• Problem to solve
Every line below must be reproduced exactly; no pictures are to be included.

──────── Material provided ────────

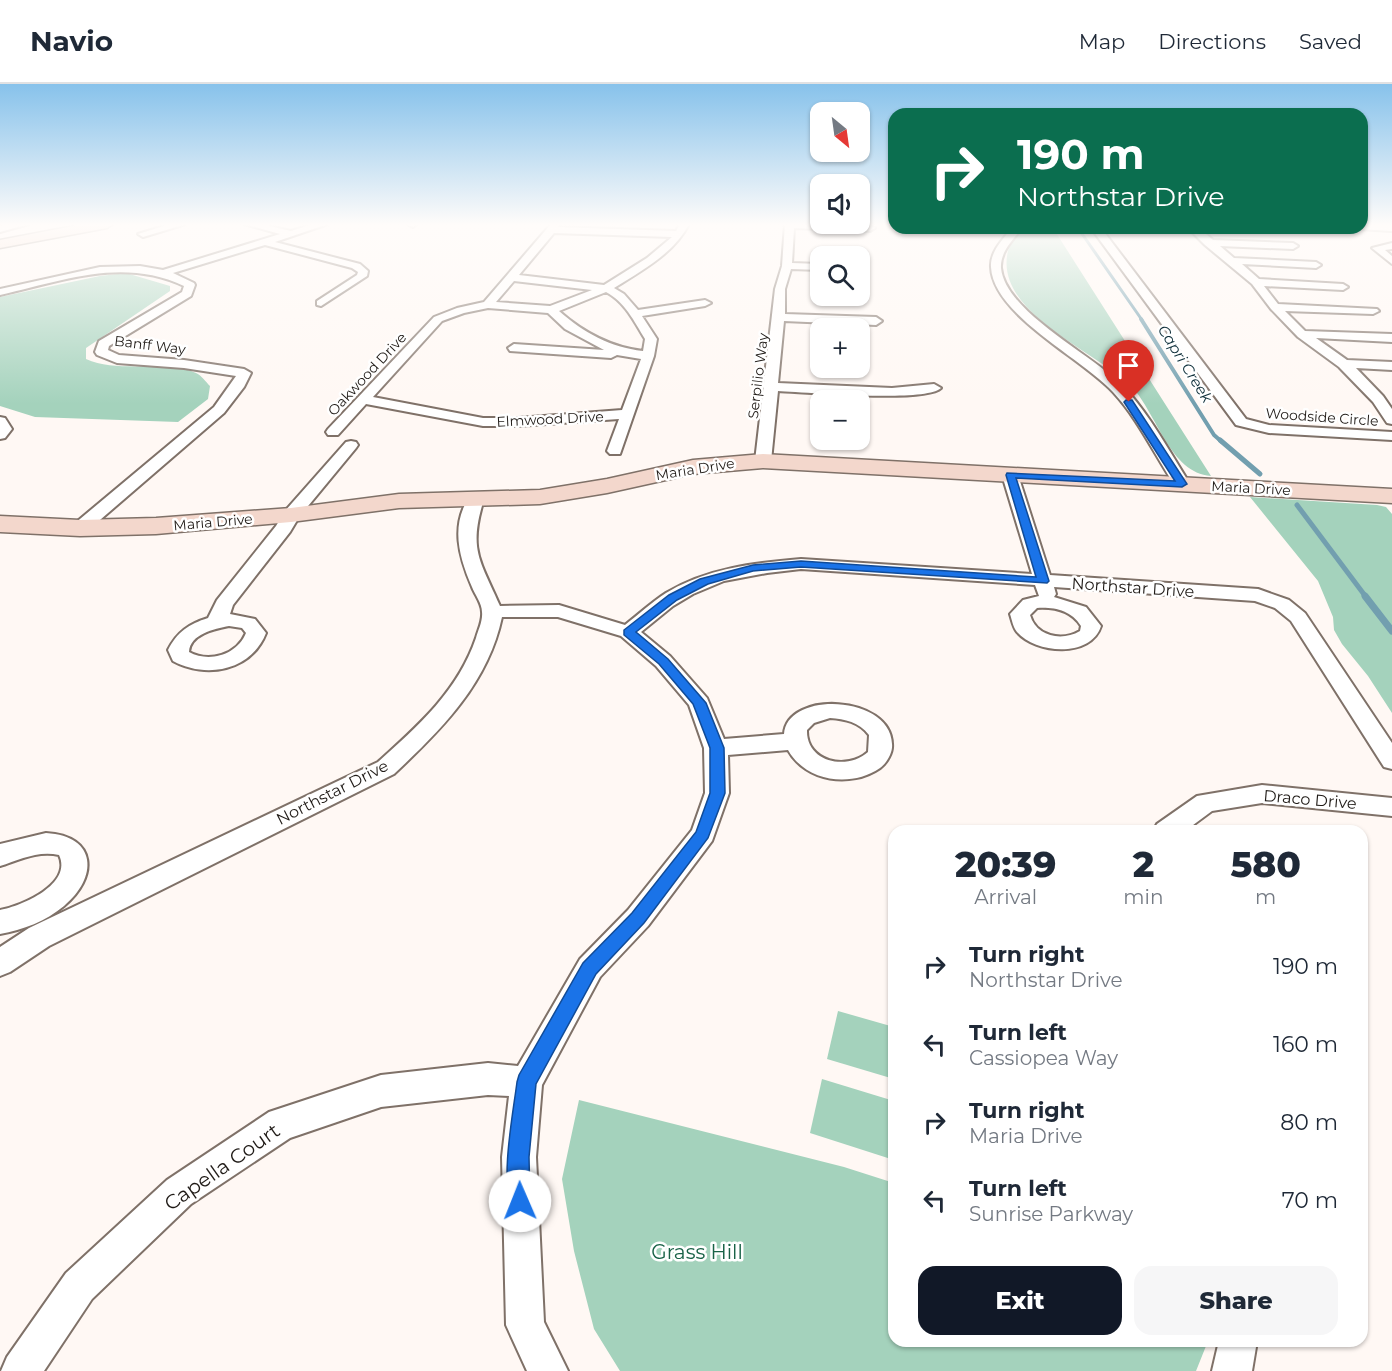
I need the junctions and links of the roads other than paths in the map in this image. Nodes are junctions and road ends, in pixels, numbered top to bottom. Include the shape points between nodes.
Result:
1 (38, 284) edge
2 (188, 284) edge
3 (350, 284) edge
4 (505, 284) edge
5 (572, 284) edge
6 (612, 284) edge
7 (782, 284) edge
8 (1001, 284) edge
9 (1138, 284) edge
10 (1258, 284) edge
11 (1301, 284) edge
12 (1343, 286) dead end
13 (606, 288) junction
14 (0, 292) edge
15 (321, 303) dead end
16 (705, 303) dead end
17 (488, 304) junction
18 (1275, 307) junction
19 (551, 310) junction
20 (1373, 311) dead end
21 (634, 314) junction
22 (779, 317) junction
23 (876, 321) dead end
24 (1302, 334) junction
25 (1392, 338) edge
26 (514, 348) dead end
27 (648, 356) junction
28 (1344, 364) junction
29 (1392, 366) edge
30 (772, 387) junction
31 (934, 388) dead end
32 (365, 400) junction
33 (1385, 400) edge
34 (628, 414) junction
35 (1392, 420) edge
36 (0, 421) edge
37 (333, 432) dead end
38 (0, 435) edge
39 (1392, 436) edge
40 (351, 445) dead end
41 (615, 451) dead end
42 (763, 461) junction
43 (1010, 475) junction
44 (1182, 484) junction
45 (1392, 495) edge
46 (476, 499) junction
47 (291, 515) junction
48 (0, 524) edge
49 (80, 528) junction
50 (1043, 581) junction
51 (1050, 602) dead end
52 (493, 612) junction
53 (217, 621) dead end
54 (628, 632) junction
55 (794, 741) dead end
56 (717, 748) junction
57 (1392, 761) edge
58 (1392, 807) edge
59 (1175, 825) edge
60 (0, 856) edge
61 (0, 922) edge
62 (35, 925) junction
63 (0, 963) edge
64 (526, 1082) junction
65 (1237, 1347) edge
66 (21, 1371) edge
67 (548, 1371) edge
68 (1232, 1371) edge

1 - 14 street, Banff Way
2 - 49 street, Banff Way via 187,294 103,344 101,352 117,359 244,374 219,410
3 - 15 street
4 - 17 street
5 - 13 street
6 - 13 street
7 - 22 street, Serpilio Way
8 - 44 street via 1032,322 1108,379 1129,402
9 - 39 street, Woodside Circle via 1241,422 1269,429
10 - 18 street
11 - 12 street
13 - 19 street
13 - 21 street via 614,290
16 - 21 street
17 - 19 street, Oakwood Drive
17 - 32 street, Oakwood Drive via 438,319
18 - 20 street
18 - 24 street
19 - 27 street via 569,326 615,351
21 - 27 street via 651,339
22 - 23 street
22 - 30 street, Serpilio Way
24 - 25 street
24 - 28 street
26 - 27 street
27 - 34 street
28 - 29 street
28 - 33 street
30 - 31 street via 892,392
30 - 42 street, Serpilio Way
32 - 34 street, Elmwood Drive via 483,422
32 - 37 street, Oakwood Drive
33 - 35 street
34 - 41 street
36 - 38 street via 6,429
40 - 47 street
42 - 43 street, Maria Drive
42 - 46 street, Maria Drive via 693,467 563,495
43 - 44 street, Maria Drive
43 - 50 street
44 - 45 street, Maria Drive
46 - 47 street, Maria Drive via 399,501
46 - 52 street via 467,523 465,551
47 - 49 street, Maria Drive
47 - 53 street via 224,604
48 - 49 street, Maria Drive
50 - 51 street
50 - 54 street, Northstar Drive via 801,564 753,568 684,592
50 - 57 street, Northstar Drive via 1258,595 1282,604 1298,617
52 - 54 street via 559,611
52 - 62 street, Northstar Drive via 472,671 453,700 386,768
54 - 56 street via 663,661 699,703
55 - 56 street
56 - 64 street via 717,793 703,834 638,918 590,968
58 - 59 street, Draco Drive via 1262,794 1206,803
60 - 62 street via 43,843 58,844 74,857 70,879
61 - 62 street
62 - 63 street, Northstar Drive
64 - 66 street, Capella Court via 488,1079 381,1091 281,1124 179,1192 87,1278
64 - 67 street via 519,1157 525,1325
65 - 68 street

────────

• Solution for this problem
I need the junctions and links of the roads other than paths in the map in this image. Nodes are junctions and road ends, in pixels, numbered top to bottom. Include the shape points between nodes.
Result:
1 (38, 284) edge
2 (188, 284) edge
3 (350, 284) edge
4 (505, 284) edge
5 (572, 284) edge
6 (612, 284) edge
7 (782, 284) edge
8 (1001, 284) edge
9 (1138, 284) edge
10 (1258, 284) edge
11 (1301, 284) edge
12 (1343, 286) dead end
13 (606, 288) junction
14 (0, 292) edge
15 (321, 303) dead end
16 (705, 303) dead end
17 (488, 304) junction
18 (1275, 307) junction
19 (551, 310) junction
20 (1373, 311) dead end
21 (634, 314) junction
22 (779, 317) junction
23 (876, 321) dead end
24 (1302, 334) junction
25 (1392, 338) edge
26 (514, 348) dead end
27 (648, 356) junction
28 (1344, 364) junction
29 (1392, 366) edge
30 (772, 387) junction
31 (934, 388) dead end
32 (365, 400) junction
33 (1385, 400) edge
34 (628, 414) junction
35 (1392, 420) edge
36 (0, 421) edge
37 (333, 432) dead end
38 (0, 435) edge
39 (1392, 436) edge
40 (351, 445) dead end
41 (615, 451) dead end
42 (763, 461) junction
43 (1010, 475) junction
44 (1182, 484) junction
45 (1392, 495) edge
46 (476, 499) junction
47 (291, 515) junction
48 (0, 524) edge
49 (80, 528) junction
50 (1043, 581) junction
51 (1050, 602) dead end
52 (493, 612) junction
53 (217, 621) dead end
54 (628, 632) junction
55 (794, 741) dead end
56 (717, 748) junction
57 (1392, 761) edge
58 (1392, 807) edge
59 (1175, 825) edge
60 (0, 856) edge
61 (0, 922) edge
62 (35, 925) junction
63 (0, 963) edge
64 (526, 1082) junction
65 (1237, 1347) edge
66 (21, 1371) edge
67 (548, 1371) edge
68 (1232, 1371) edge

1 - 14 street, Banff Way
2 - 49 street, Banff Way via 187,294 103,344 101,352 117,359 244,374 219,410
3 - 15 street
4 - 17 street
5 - 13 street
6 - 13 street
7 - 22 street, Serpilio Way
8 - 44 street via 1032,322 1108,379 1129,402
9 - 39 street, Woodside Circle via 1241,422 1269,429
10 - 18 street
11 - 12 street
13 - 19 street
13 - 21 street via 614,290
16 - 21 street
17 - 19 street, Oakwood Drive
17 - 32 street, Oakwood Drive via 438,319
18 - 20 street
18 - 24 street
19 - 27 street via 569,326 615,351
21 - 27 street via 651,339
22 - 23 street
22 - 30 street, Serpilio Way
24 - 25 street
24 - 28 street
26 - 27 street
27 - 34 street
28 - 29 street
28 - 33 street
30 - 31 street via 892,392
30 - 42 street, Serpilio Way
32 - 34 street, Elmwood Drive via 483,422
32 - 37 street, Oakwood Drive
33 - 35 street
34 - 41 street
36 - 38 street via 6,429
40 - 47 street
42 - 43 street, Maria Drive
42 - 46 street, Maria Drive via 693,467 563,495
43 - 44 street, Maria Drive
43 - 50 street
44 - 45 street, Maria Drive
46 - 47 street, Maria Drive via 399,501
46 - 52 street via 467,523 465,551
47 - 49 street, Maria Drive
47 - 53 street via 224,604
48 - 49 street, Maria Drive
50 - 51 street
50 - 54 street, Northstar Drive via 801,564 753,568 684,592
50 - 57 street, Northstar Drive via 1258,595 1282,604 1298,617
52 - 54 street via 559,611
52 - 62 street, Northstar Drive via 472,671 453,700 386,768
54 - 56 street via 663,661 699,703
55 - 56 street
56 - 64 street via 717,793 703,834 638,918 590,968
58 - 59 street, Draco Drive via 1262,794 1206,803
60 - 62 street via 43,843 58,844 74,857 70,879
61 - 62 street
62 - 63 street, Northstar Drive
64 - 66 street, Capella Court via 488,1079 381,1091 281,1124 179,1192 87,1278
64 - 67 street via 519,1157 525,1325
65 - 68 street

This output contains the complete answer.